Provided records
__________________________________________________
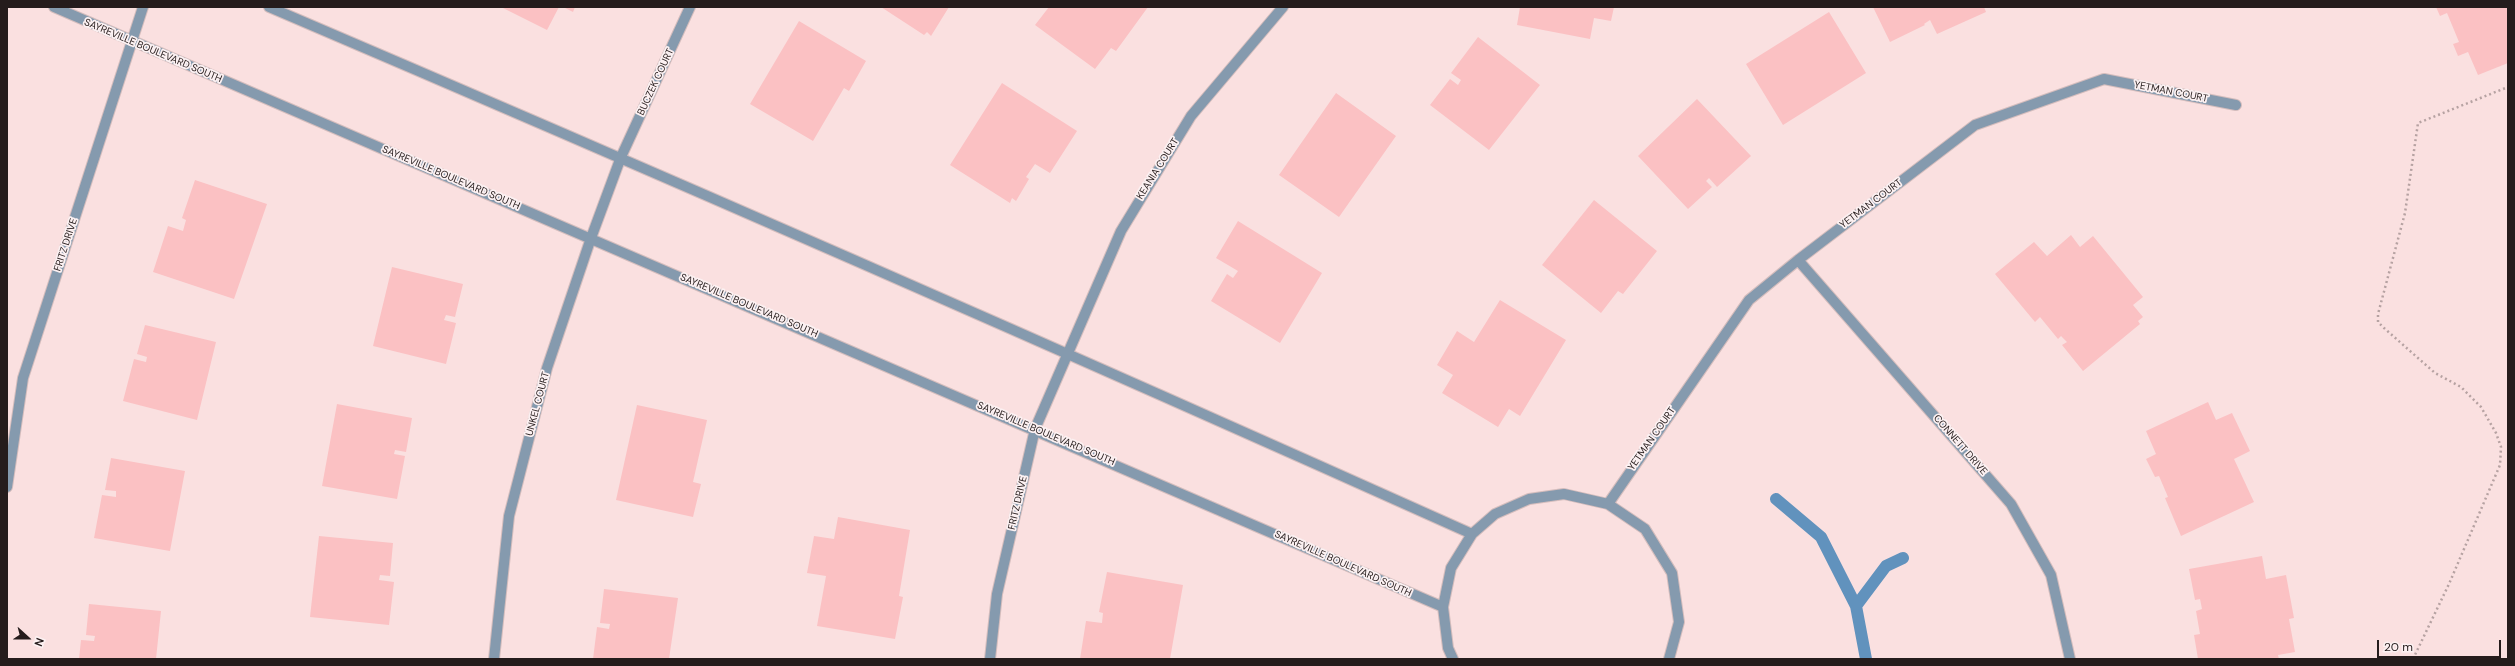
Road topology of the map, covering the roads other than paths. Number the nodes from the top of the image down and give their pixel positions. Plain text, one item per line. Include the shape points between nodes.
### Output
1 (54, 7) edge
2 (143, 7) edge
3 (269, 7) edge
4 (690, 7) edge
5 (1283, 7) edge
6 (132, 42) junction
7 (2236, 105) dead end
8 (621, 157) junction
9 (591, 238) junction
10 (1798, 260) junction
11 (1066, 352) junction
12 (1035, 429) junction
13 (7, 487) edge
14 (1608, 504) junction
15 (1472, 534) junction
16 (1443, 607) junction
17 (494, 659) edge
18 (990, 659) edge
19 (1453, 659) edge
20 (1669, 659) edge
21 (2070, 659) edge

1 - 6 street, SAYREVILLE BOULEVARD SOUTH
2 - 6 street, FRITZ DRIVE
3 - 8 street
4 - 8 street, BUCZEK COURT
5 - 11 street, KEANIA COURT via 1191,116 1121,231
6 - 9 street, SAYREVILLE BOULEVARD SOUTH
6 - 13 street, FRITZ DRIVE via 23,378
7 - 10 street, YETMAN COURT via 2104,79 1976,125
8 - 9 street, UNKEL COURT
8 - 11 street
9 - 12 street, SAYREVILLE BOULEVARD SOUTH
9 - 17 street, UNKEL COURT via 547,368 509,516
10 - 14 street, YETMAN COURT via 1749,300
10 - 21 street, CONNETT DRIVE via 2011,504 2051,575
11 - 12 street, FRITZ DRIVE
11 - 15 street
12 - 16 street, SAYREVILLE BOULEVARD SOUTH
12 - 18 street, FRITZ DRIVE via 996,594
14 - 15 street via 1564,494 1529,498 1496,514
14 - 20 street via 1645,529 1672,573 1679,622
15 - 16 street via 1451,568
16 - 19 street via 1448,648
__________________________________________________
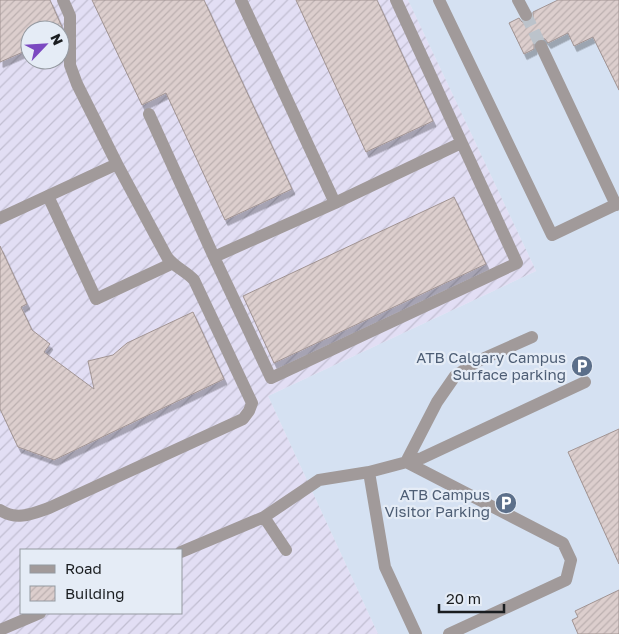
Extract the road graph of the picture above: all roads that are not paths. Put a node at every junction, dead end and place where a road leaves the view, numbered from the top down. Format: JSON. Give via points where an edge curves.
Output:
__________________________________________________
Aim of the task
What lines in the listing include the string "from"? Copy them out.

Output of the exercise
Road topology of the map, covering the roads other than paths. Number the nodes from the top of the image down and give their pixel positions. Plain text, one item per line. Include the shape points between nodes.
Extract the road graph of the picture above: all roads that are not paths. Put a node at every junction, dead end and place where a road leaves the view, numbered from the top down. Format: JSON. Give via points where an edge curves.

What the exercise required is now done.